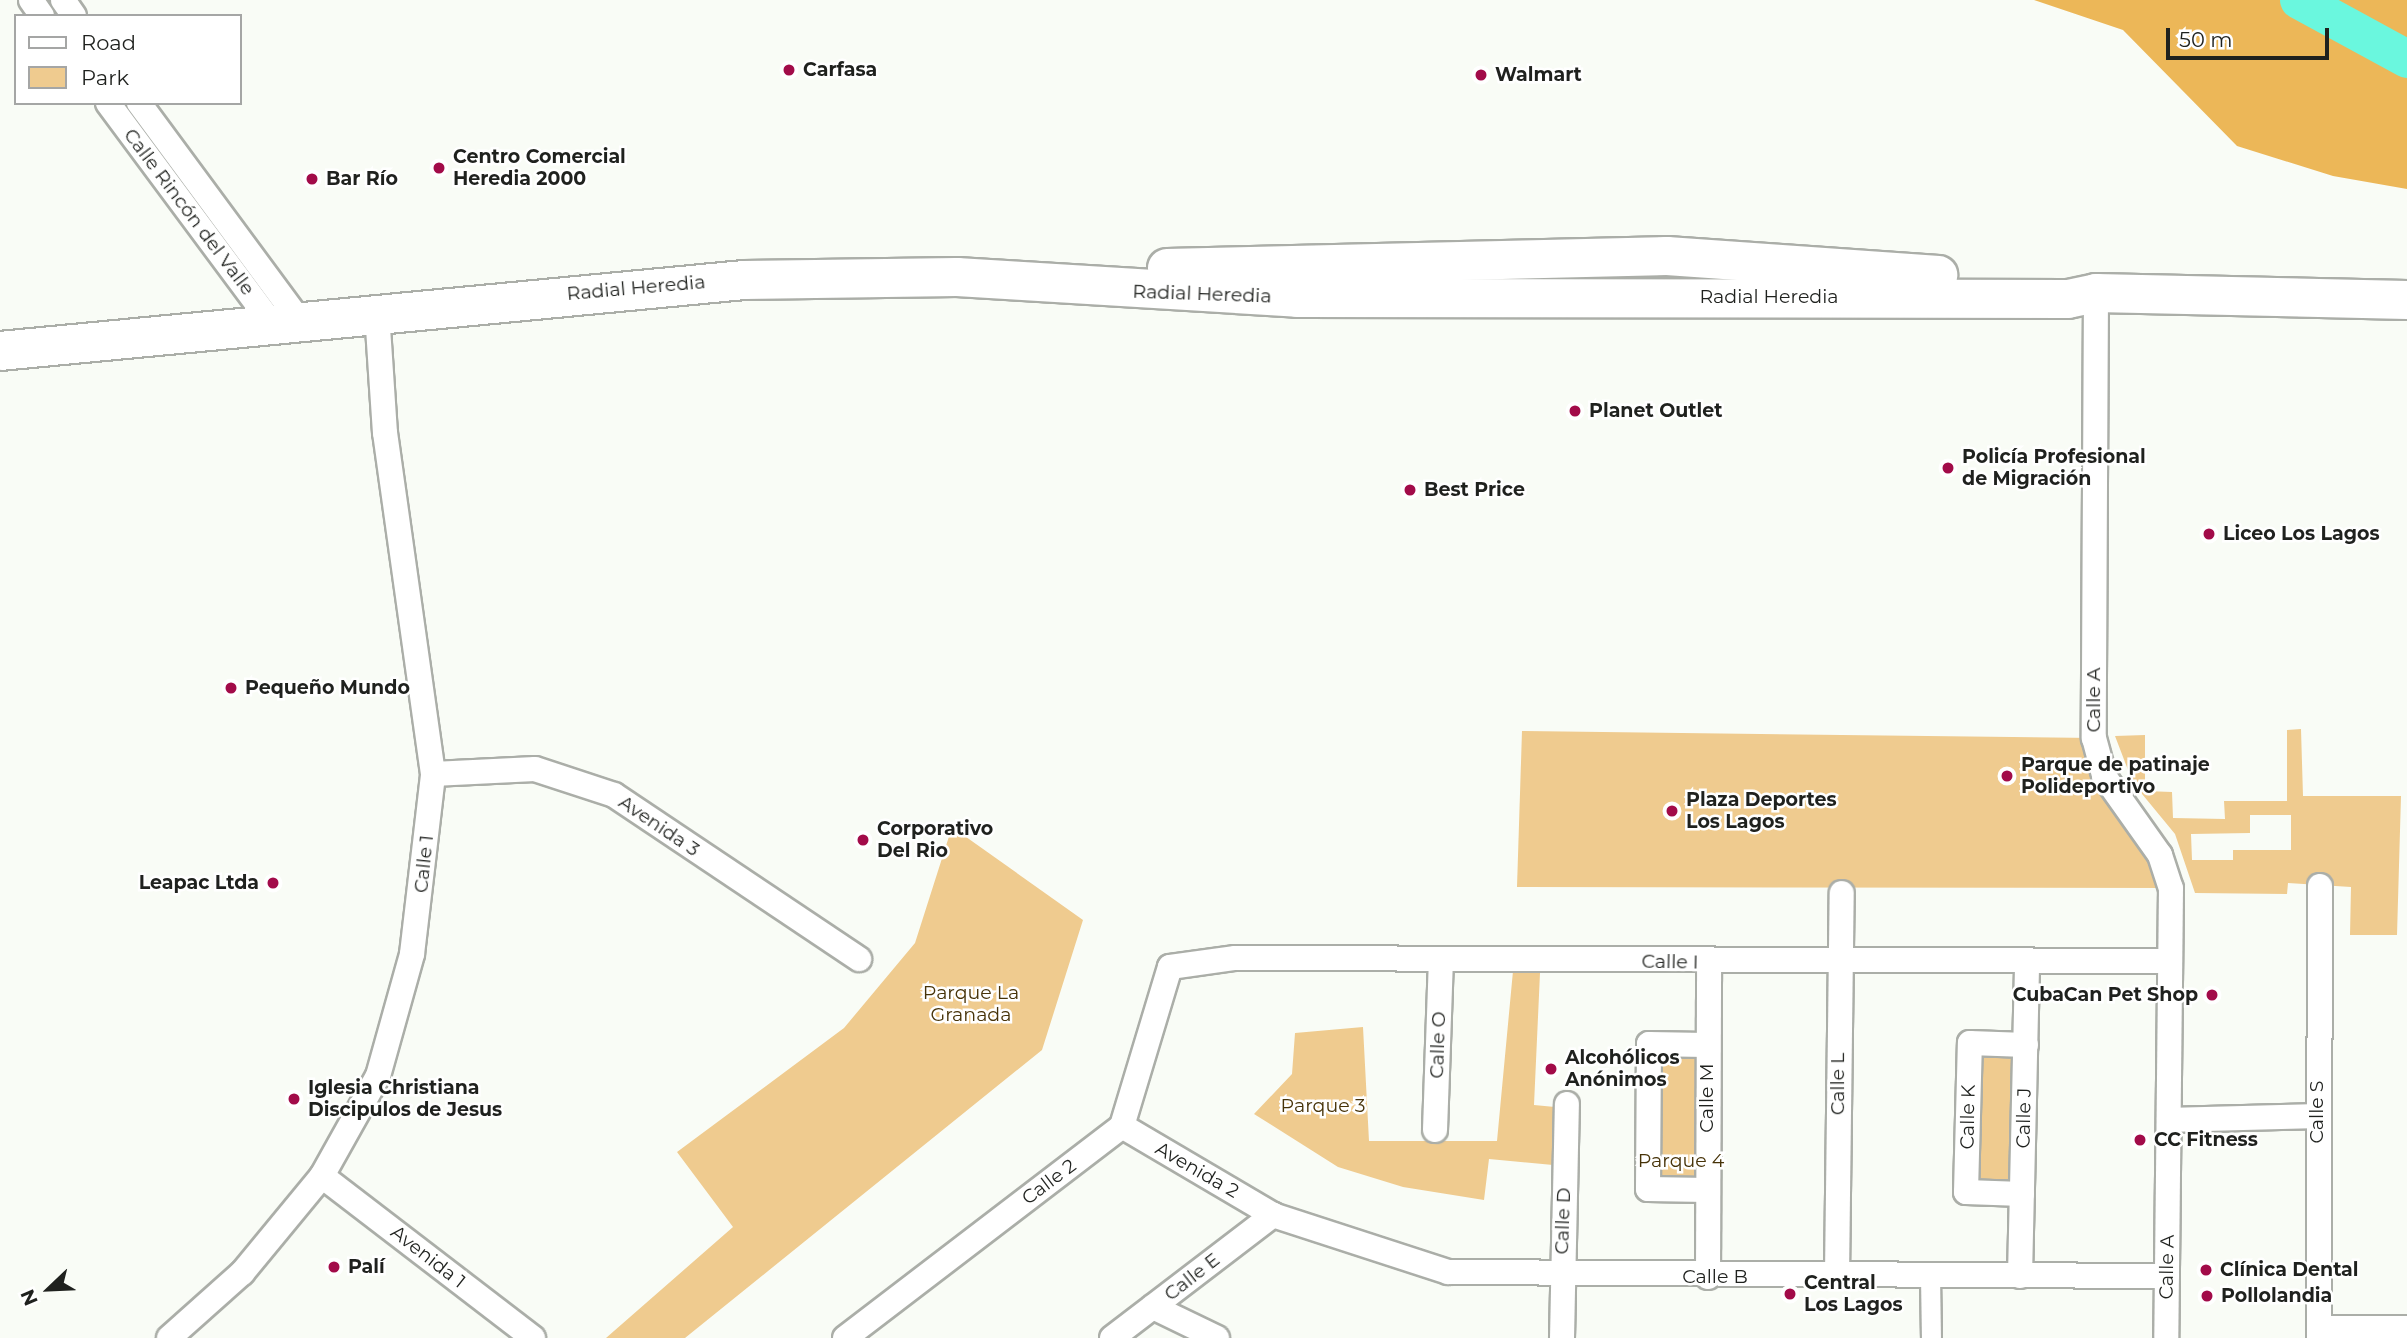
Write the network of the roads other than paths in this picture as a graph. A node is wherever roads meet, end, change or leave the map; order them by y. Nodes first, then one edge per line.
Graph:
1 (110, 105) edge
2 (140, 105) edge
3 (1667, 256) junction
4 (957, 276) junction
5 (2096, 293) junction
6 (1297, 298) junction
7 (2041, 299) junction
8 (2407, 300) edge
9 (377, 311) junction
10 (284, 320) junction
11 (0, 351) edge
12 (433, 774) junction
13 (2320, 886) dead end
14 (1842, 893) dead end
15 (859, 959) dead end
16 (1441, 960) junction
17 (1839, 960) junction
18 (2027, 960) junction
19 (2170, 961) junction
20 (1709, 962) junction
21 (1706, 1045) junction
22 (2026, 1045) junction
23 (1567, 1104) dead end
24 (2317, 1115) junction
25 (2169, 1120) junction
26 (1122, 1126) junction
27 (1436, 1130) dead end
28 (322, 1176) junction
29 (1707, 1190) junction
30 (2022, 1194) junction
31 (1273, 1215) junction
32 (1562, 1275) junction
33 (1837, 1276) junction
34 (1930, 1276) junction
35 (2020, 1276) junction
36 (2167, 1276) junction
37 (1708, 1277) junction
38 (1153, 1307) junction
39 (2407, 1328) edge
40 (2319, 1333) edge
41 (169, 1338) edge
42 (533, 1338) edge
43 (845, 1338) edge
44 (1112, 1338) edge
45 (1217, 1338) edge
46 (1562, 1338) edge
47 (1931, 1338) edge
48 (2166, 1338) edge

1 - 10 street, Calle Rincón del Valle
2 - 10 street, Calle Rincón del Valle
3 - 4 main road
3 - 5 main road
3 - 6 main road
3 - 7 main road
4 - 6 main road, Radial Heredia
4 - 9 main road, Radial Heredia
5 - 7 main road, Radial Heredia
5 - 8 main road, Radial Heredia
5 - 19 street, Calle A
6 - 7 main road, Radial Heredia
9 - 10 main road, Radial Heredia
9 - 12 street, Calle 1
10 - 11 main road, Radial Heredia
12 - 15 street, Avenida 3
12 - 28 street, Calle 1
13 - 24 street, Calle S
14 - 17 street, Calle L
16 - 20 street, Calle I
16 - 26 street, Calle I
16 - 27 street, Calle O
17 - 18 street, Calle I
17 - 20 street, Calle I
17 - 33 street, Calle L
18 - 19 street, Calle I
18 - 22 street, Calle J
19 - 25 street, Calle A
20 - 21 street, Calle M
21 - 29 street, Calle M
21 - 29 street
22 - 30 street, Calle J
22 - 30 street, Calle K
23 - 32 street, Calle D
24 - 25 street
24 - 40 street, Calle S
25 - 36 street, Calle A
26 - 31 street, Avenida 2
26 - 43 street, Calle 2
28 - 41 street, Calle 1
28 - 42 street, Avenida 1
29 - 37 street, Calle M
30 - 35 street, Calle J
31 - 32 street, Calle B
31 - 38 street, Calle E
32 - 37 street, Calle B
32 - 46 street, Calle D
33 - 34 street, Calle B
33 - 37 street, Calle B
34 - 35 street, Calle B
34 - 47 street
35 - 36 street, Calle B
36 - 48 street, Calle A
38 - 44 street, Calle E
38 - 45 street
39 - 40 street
====
**WORK ORDER:** Scan the listing above and copy all lines containing the word "Avenida".

**PROBLEM SOLUTION:**
12 - 15 street, Avenida 3
26 - 31 street, Avenida 2
28 - 42 street, Avenida 1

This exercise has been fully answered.